§ **WHAT YOU ARE ASKED TO DO**
Every line that contains the word "Huron" is to be copied from the listing.

*****

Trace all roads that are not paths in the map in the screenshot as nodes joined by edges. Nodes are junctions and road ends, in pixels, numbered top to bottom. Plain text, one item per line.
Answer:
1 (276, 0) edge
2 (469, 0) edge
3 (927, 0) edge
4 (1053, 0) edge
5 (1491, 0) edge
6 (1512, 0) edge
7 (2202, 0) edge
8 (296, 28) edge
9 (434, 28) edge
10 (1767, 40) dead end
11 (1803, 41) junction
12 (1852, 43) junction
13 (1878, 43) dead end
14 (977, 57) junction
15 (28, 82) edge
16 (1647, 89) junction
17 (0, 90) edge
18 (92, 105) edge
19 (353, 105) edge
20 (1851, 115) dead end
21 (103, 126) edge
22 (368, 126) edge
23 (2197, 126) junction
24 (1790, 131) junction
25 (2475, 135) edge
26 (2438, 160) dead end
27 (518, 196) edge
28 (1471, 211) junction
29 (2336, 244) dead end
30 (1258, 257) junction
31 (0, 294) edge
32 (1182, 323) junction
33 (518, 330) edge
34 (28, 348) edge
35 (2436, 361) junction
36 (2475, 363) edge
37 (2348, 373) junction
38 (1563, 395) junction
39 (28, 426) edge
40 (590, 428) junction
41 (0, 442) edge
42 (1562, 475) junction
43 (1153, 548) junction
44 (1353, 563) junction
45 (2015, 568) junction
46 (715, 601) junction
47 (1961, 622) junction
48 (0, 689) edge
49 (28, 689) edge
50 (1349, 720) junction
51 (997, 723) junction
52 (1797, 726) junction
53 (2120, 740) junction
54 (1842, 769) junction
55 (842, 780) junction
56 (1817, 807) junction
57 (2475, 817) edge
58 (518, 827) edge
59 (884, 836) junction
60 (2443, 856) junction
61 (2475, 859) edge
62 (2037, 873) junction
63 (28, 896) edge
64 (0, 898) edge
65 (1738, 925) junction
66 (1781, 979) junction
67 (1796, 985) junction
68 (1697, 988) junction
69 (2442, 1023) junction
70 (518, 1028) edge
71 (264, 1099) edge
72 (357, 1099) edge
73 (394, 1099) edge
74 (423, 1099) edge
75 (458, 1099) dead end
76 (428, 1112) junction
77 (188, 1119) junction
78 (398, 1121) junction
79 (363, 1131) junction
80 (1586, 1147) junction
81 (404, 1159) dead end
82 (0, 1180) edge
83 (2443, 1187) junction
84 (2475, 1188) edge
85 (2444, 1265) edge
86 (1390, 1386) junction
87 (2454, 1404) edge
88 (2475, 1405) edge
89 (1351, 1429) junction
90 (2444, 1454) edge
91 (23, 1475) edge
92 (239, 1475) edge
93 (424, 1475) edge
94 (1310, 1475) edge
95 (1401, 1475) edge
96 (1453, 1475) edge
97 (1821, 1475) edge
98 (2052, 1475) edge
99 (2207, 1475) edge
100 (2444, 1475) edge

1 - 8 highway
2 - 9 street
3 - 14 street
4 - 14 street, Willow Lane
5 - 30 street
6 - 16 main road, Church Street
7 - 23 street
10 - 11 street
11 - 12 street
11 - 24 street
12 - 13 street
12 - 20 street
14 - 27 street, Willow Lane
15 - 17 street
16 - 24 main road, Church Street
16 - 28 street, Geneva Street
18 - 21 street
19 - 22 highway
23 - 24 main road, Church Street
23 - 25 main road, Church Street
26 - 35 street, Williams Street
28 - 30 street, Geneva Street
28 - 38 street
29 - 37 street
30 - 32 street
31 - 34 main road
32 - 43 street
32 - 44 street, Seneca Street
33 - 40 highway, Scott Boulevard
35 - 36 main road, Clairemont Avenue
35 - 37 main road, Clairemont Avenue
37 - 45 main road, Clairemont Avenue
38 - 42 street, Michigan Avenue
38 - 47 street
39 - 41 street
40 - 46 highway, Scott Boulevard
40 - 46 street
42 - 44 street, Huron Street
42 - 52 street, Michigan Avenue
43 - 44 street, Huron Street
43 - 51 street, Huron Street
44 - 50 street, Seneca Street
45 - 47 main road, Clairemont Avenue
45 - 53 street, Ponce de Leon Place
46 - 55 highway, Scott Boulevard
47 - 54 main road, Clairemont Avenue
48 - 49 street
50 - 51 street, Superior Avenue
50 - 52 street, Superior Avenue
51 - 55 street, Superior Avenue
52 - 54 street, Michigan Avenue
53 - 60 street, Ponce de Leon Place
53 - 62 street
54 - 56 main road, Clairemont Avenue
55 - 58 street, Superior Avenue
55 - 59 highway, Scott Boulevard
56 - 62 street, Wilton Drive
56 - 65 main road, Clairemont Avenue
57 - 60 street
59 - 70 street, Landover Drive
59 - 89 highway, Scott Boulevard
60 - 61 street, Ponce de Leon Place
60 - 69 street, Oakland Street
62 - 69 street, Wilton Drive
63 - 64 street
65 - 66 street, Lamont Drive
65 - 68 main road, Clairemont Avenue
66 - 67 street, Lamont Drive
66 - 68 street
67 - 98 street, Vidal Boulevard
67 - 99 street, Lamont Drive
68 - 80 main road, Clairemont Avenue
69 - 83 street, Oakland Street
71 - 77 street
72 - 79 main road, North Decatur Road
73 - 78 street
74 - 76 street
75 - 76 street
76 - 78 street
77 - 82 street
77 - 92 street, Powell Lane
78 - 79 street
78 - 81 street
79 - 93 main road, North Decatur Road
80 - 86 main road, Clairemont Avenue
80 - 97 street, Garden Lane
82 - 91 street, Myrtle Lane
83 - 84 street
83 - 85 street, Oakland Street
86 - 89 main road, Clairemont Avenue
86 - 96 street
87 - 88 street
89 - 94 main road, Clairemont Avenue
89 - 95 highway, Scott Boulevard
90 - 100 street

*****

§ **WRITTEN SOLUTION**
42 - 44 street, Huron Street
43 - 44 street, Huron Street
43 - 51 street, Huron Street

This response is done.